Effects of Irrigation Induced Salinity on Olive Tree Root System

Irrigated olives are increasingly exposed to conditions of high salinity. To advance understanding of salt stress response of olive roots, nine levels of root zone salinity originating from either irrigation water salinity or leaching level were applied to bearing olive (Olea europaea L.) cv. Barnea trees grown in weighing-drainage lysimeters. Minirhizotrons were used to measure count, diameter, length and age (color) of roots while analysis of sampled roots and leaves quantified ion uptake and accumulation. After 3 years of treatments, trees were removed and root morphological and anatomical traits were determined by scanning and free hand sectioning. Increased exposure to salinity caused reduction in number and length of roots and increased root turnover. Concentration of Na⁺ and Cl^- was 5-10 times greater in root compared to leaf tissue. The K⁺/Na⁺ ratio decreased tenfold as root zone salinity increased in both roots and leaves. Average root diameter and specific root length increased linearly with increasing root-zone salinity.
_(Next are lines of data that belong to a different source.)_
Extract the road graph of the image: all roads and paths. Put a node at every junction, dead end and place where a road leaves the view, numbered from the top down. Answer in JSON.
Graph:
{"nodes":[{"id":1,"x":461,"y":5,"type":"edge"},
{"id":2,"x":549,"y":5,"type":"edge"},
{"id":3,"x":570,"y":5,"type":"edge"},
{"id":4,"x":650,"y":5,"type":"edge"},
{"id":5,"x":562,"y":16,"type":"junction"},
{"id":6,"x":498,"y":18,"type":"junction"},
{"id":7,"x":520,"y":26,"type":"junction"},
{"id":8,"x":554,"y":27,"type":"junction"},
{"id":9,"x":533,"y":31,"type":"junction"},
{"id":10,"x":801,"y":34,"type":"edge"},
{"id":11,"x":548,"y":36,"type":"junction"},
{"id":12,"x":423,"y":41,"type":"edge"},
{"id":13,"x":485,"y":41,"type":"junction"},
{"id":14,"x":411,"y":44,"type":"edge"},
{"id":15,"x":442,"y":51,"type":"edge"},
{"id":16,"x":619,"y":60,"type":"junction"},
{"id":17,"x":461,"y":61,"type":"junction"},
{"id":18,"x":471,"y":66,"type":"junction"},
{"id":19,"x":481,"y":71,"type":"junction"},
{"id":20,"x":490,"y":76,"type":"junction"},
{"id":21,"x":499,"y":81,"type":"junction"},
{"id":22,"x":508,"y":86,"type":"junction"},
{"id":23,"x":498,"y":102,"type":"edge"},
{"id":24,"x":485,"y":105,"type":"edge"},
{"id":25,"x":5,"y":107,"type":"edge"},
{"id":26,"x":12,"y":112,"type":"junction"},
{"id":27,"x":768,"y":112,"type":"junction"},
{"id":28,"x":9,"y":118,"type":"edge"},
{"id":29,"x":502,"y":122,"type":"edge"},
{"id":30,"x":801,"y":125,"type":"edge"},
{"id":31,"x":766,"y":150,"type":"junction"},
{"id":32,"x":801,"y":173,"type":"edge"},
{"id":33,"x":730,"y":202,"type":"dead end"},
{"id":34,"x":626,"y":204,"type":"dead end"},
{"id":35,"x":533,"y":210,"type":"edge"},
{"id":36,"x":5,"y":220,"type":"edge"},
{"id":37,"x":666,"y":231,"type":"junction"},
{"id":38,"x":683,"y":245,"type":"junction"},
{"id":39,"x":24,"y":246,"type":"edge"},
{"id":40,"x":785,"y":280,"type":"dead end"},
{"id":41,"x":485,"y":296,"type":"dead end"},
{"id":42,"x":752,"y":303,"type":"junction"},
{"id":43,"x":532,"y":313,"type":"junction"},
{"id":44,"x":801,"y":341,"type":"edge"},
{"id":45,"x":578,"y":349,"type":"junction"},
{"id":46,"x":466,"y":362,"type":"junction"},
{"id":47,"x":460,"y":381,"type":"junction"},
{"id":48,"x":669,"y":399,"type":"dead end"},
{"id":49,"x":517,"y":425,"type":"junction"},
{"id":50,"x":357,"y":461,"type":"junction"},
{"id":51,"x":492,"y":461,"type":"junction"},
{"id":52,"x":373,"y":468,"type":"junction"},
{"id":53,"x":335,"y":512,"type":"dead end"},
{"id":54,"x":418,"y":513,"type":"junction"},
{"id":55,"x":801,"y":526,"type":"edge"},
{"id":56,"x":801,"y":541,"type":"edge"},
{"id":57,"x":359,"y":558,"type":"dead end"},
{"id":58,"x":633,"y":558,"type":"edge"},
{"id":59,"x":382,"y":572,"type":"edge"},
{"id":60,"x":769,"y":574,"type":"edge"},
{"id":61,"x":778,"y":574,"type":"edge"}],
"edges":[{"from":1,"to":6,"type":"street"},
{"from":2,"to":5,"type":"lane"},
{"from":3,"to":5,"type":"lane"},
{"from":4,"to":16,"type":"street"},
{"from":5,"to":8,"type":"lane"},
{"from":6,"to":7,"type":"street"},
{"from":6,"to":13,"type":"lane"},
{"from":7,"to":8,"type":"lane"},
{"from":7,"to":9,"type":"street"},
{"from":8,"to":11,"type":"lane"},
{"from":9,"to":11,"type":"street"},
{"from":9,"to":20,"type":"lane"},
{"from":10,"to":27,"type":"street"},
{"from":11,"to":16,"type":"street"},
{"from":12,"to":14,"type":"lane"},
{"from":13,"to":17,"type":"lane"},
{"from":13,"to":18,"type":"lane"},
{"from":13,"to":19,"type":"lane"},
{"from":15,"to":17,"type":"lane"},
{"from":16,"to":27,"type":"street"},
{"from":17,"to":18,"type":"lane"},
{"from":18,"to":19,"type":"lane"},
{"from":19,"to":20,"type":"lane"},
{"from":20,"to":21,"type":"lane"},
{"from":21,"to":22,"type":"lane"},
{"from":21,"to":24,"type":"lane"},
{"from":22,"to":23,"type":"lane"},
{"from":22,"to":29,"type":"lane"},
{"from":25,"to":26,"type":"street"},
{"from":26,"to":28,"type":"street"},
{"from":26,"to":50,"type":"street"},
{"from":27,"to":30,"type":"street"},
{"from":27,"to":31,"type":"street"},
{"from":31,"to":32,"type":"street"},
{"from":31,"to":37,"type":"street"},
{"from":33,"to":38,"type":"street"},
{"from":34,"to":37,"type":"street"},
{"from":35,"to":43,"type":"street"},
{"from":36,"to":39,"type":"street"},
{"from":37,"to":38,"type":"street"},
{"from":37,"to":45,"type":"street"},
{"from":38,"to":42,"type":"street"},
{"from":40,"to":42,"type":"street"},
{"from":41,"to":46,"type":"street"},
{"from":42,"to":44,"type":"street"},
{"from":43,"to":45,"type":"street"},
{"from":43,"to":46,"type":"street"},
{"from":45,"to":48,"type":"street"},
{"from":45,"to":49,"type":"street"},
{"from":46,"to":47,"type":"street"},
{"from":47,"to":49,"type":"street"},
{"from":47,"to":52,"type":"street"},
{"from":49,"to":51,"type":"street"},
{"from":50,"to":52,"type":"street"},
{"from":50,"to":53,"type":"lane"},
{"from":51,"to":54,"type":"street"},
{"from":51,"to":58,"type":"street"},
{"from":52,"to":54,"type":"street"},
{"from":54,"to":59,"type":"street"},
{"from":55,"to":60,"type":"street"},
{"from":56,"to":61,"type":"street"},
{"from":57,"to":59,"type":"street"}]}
The total area of the vascular cylinder of young roots was reduced and the cortex lengthened as salinity increased. The increase in cortex length was not related to increased size of a single parenchyma cell but rather a slight increase in number of cells. The total area of xylem vessel was reduced with salinity resulting from reduction in both vessel number and average single vessel size. In conclusion, restricted ion transport from roots protected aerial tissue from ion toxicity, but at a high cost as root growth decreased and mortality rate increased. Overall, soil salinity was shown to influence root density, longevity, morphology and anatomy. Alterations in root xylem structure are likely to impair root hydraulic conductivity and hence, limit water uptake. We suggest that the ionic component of salt stress is a prevailing force restricting root growth, life span and development in olives.